_Exercise description_
Please output the following records exactly. Leave every image out.

_Data_
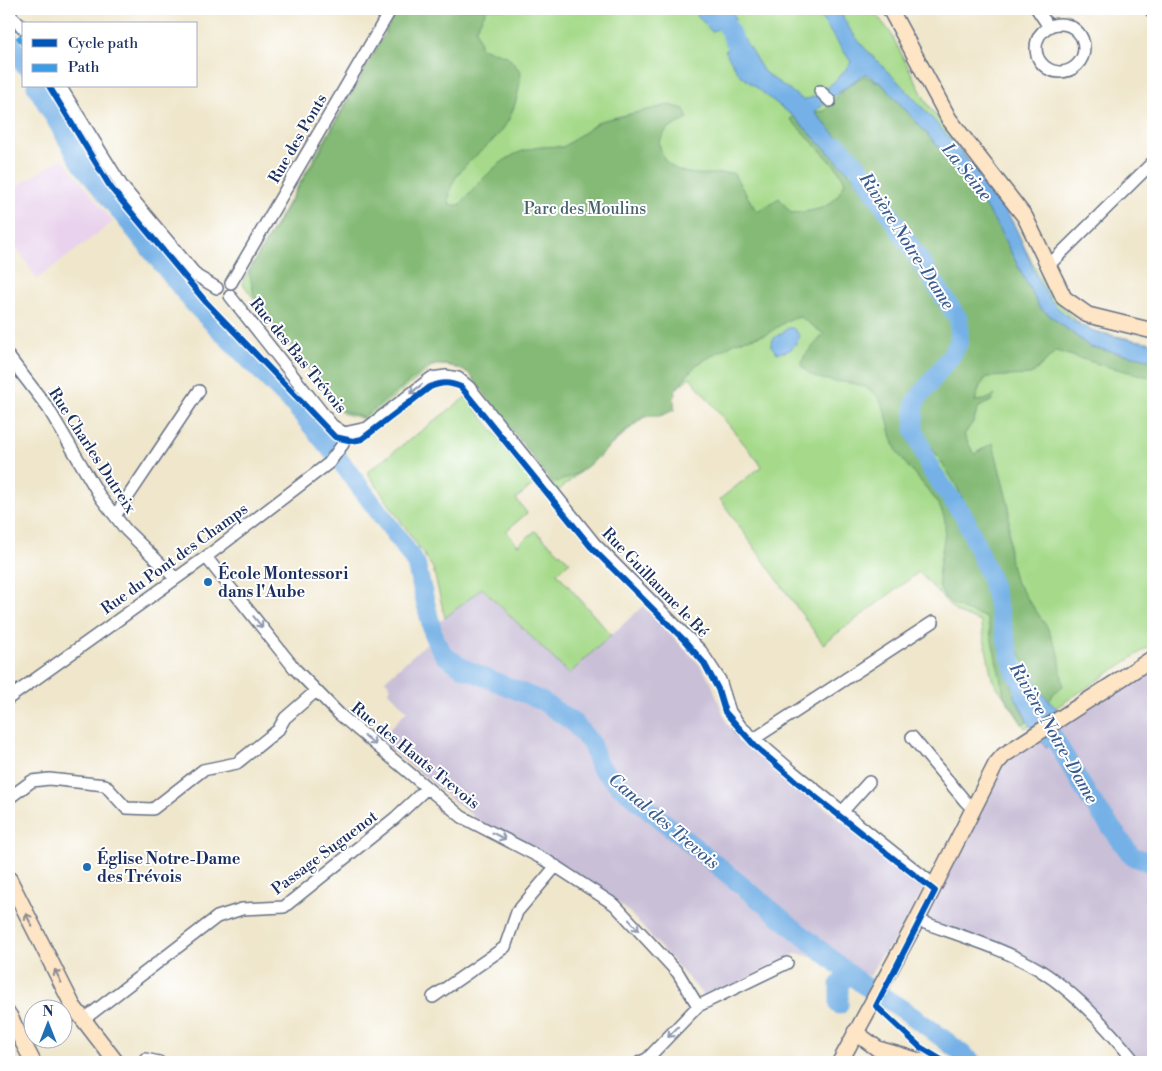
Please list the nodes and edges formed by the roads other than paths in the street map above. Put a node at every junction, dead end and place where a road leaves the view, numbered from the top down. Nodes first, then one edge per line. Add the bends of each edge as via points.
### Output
1 (392, 9) edge
2 (890, 9) edge
3 (1037, 9) edge
4 (1150, 9) edge
5 (1153, 13) edge
6 (1049, 27) junction
7 (61, 88) edge
8 (820, 91) dead end
9 (830, 101) dead end
10 (1153, 162) edge
11 (1048, 266) junction
12 (231, 283) junction
13 (217, 288) junction
14 (230, 296) junction
15 (1153, 331) edge
16 (9, 357) edge
17 (19, 371) junction
18 (9, 378) edge
19 (199, 391) dead end
20 (343, 438) junction
21 (115, 516) junction
22 (206, 557) junction
23 (175, 578) junction
24 (933, 622) dead end
25 (1153, 658) edge
26 (316, 691) junction
27 (9, 698) edge
28 (912, 737) dead end
29 (754, 739) junction
30 (869, 782) dead end
31 (428, 788) junction
32 (9, 798) edge
33 (973, 808) junction
34 (842, 812) junction
35 (556, 866) junction
36 (9, 879) edge
37 (934, 885) junction
38 (917, 920) junction
39 (788, 963) dead end
40 (433, 997) dead end
41 (698, 1006) junction
42 (9, 1014) edge
43 (83, 1020) junction
44 (856, 1032) junction
45 (145, 1059) dead end
46 (646, 1061) edge
47 (33, 1062) edge
48 (116, 1062) edge
49 (159, 1062) edge
50 (840, 1062) edge
51 (923, 1062) edge
52 (1135, 1062) edge

1 - 12 street, Rue des Ponts
2 - 11 street via 949,119 1017,205
3 - 6 street
4 - 5 street
6 - 6 street via 1056,24 1072,27 1082,38 1085,45 1082,60 1070,71 1062,73 1046,68 1037,55 1038,39
7 - 13 street via 122,186 197,276
8 - 9 street
10 - 11 street
11 - 15 street via 1064,298 1075,308 1104,320
12 - 13 street via 223,281
12 - 14 street via 233,291
13 - 14 street via 222,297
14 - 20 street, Rue des Bas Trévois
16 - 17 street, Rue Charles Dutreix
17 - 18 street
17 - 21 street, Rue Charles Dutreix via 48,408 83,470
19 - 21 street
20 - 22 street, Rue du Pont des Champs via 329,463
29 -> 20 street, Rue Guillaume le Bé via 730,712 720,680 701,651 594,543 458,378 430,378 367,428
21 - 23 street, Rue Charles Dutreix
22 - 23 street, Rue du Pont des Champs
22 -> 26 street, Rue des Hauts Trevois
23 - 27 street, Rue du Pont des Champs
24 - 29 street
25 - 33 street via 1004,755
26 -> 31 street, Rue des Hauts Trevois via 343,718
26 - 32 street via 285,718 278,730 237,763 203,770 153,809 126,808 105,785 49,780 32,781
28 - 33 street
29 - 34 street, Rue Guillaume le Bé
30 - 34 street
31 -> 35 street, Rue des Hauts Trevois via 462,817
31 - 43 street, Passage Suguenot via 284,907 242,909 217,917
33 - 37 street
34 - 37 street, Rue Guillaume le Bé
35 - 40 street via 517,912 505,947
35 -> 41 street, Rue des Hauts Trevois via 615,905 678,973
43 -> 36 street
37 - 38 street
38 - 44 street
38 - 52 street via 1038,969 1087,1008
39 - 41 street
41 -> 46 street
42 - 47 street
43 - 48 street
44 - 50 street
44 - 51 street via 878,1049
45 - 49 street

_Finished task_
Please list the nodes and edges formed by the roads other than paths in the street map above. Put a node at every junction, dead end and place where a road leaves the view, numbered from the top down. Nodes first, then one edge per line. Add the bends of each edge as via points.
### Output
1 (392, 9) edge
2 (890, 9) edge
3 (1037, 9) edge
4 (1150, 9) edge
5 (1153, 13) edge
6 (1049, 27) junction
7 (61, 88) edge
8 (820, 91) dead end
9 (830, 101) dead end
10 (1153, 162) edge
11 (1048, 266) junction
12 (231, 283) junction
13 (217, 288) junction
14 (230, 296) junction
15 (1153, 331) edge
16 (9, 357) edge
17 (19, 371) junction
18 (9, 378) edge
19 (199, 391) dead end
20 (343, 438) junction
21 (115, 516) junction
22 (206, 557) junction
23 (175, 578) junction
24 (933, 622) dead end
25 (1153, 658) edge
26 (316, 691) junction
27 (9, 698) edge
28 (912, 737) dead end
29 (754, 739) junction
30 (869, 782) dead end
31 (428, 788) junction
32 (9, 798) edge
33 (973, 808) junction
34 (842, 812) junction
35 (556, 866) junction
36 (9, 879) edge
37 (934, 885) junction
38 (917, 920) junction
39 (788, 963) dead end
40 (433, 997) dead end
41 (698, 1006) junction
42 (9, 1014) edge
43 (83, 1020) junction
44 (856, 1032) junction
45 (145, 1059) dead end
46 (646, 1061) edge
47 (33, 1062) edge
48 (116, 1062) edge
49 (159, 1062) edge
50 (840, 1062) edge
51 (923, 1062) edge
52 (1135, 1062) edge

1 - 12 street, Rue des Ponts
2 - 11 street via 949,119 1017,205
3 - 6 street
4 - 5 street
6 - 6 street via 1056,24 1072,27 1082,38 1085,45 1082,60 1070,71 1062,73 1046,68 1037,55 1038,39
7 - 13 street via 122,186 197,276
8 - 9 street
10 - 11 street
11 - 15 street via 1064,298 1075,308 1104,320
12 - 13 street via 223,281
12 - 14 street via 233,291
13 - 14 street via 222,297
14 - 20 street, Rue des Bas Trévois
16 - 17 street, Rue Charles Dutreix
17 - 18 street
17 - 21 street, Rue Charles Dutreix via 48,408 83,470
19 - 21 street
20 - 22 street, Rue du Pont des Champs via 329,463
29 -> 20 street, Rue Guillaume le Bé via 730,712 720,680 701,651 594,543 458,378 430,378 367,428
21 - 23 street, Rue Charles Dutreix
22 - 23 street, Rue du Pont des Champs
22 -> 26 street, Rue des Hauts Trevois
23 - 27 street, Rue du Pont des Champs
24 - 29 street
25 - 33 street via 1004,755
26 -> 31 street, Rue des Hauts Trevois via 343,718
26 - 32 street via 285,718 278,730 237,763 203,770 153,809 126,808 105,785 49,780 32,781
28 - 33 street
29 - 34 street, Rue Guillaume le Bé
30 - 34 street
31 -> 35 street, Rue des Hauts Trevois via 462,817
31 - 43 street, Passage Suguenot via 284,907 242,909 217,917
33 - 37 street
34 - 37 street, Rue Guillaume le Bé
35 - 40 street via 517,912 505,947
35 -> 41 street, Rue des Hauts Trevois via 615,905 678,973
43 -> 36 street
37 - 38 street
38 - 44 street
38 - 52 street via 1038,969 1087,1008
39 - 41 street
41 -> 46 street
42 - 47 street
43 - 48 street
44 - 50 street
44 - 51 street via 878,1049
45 - 49 street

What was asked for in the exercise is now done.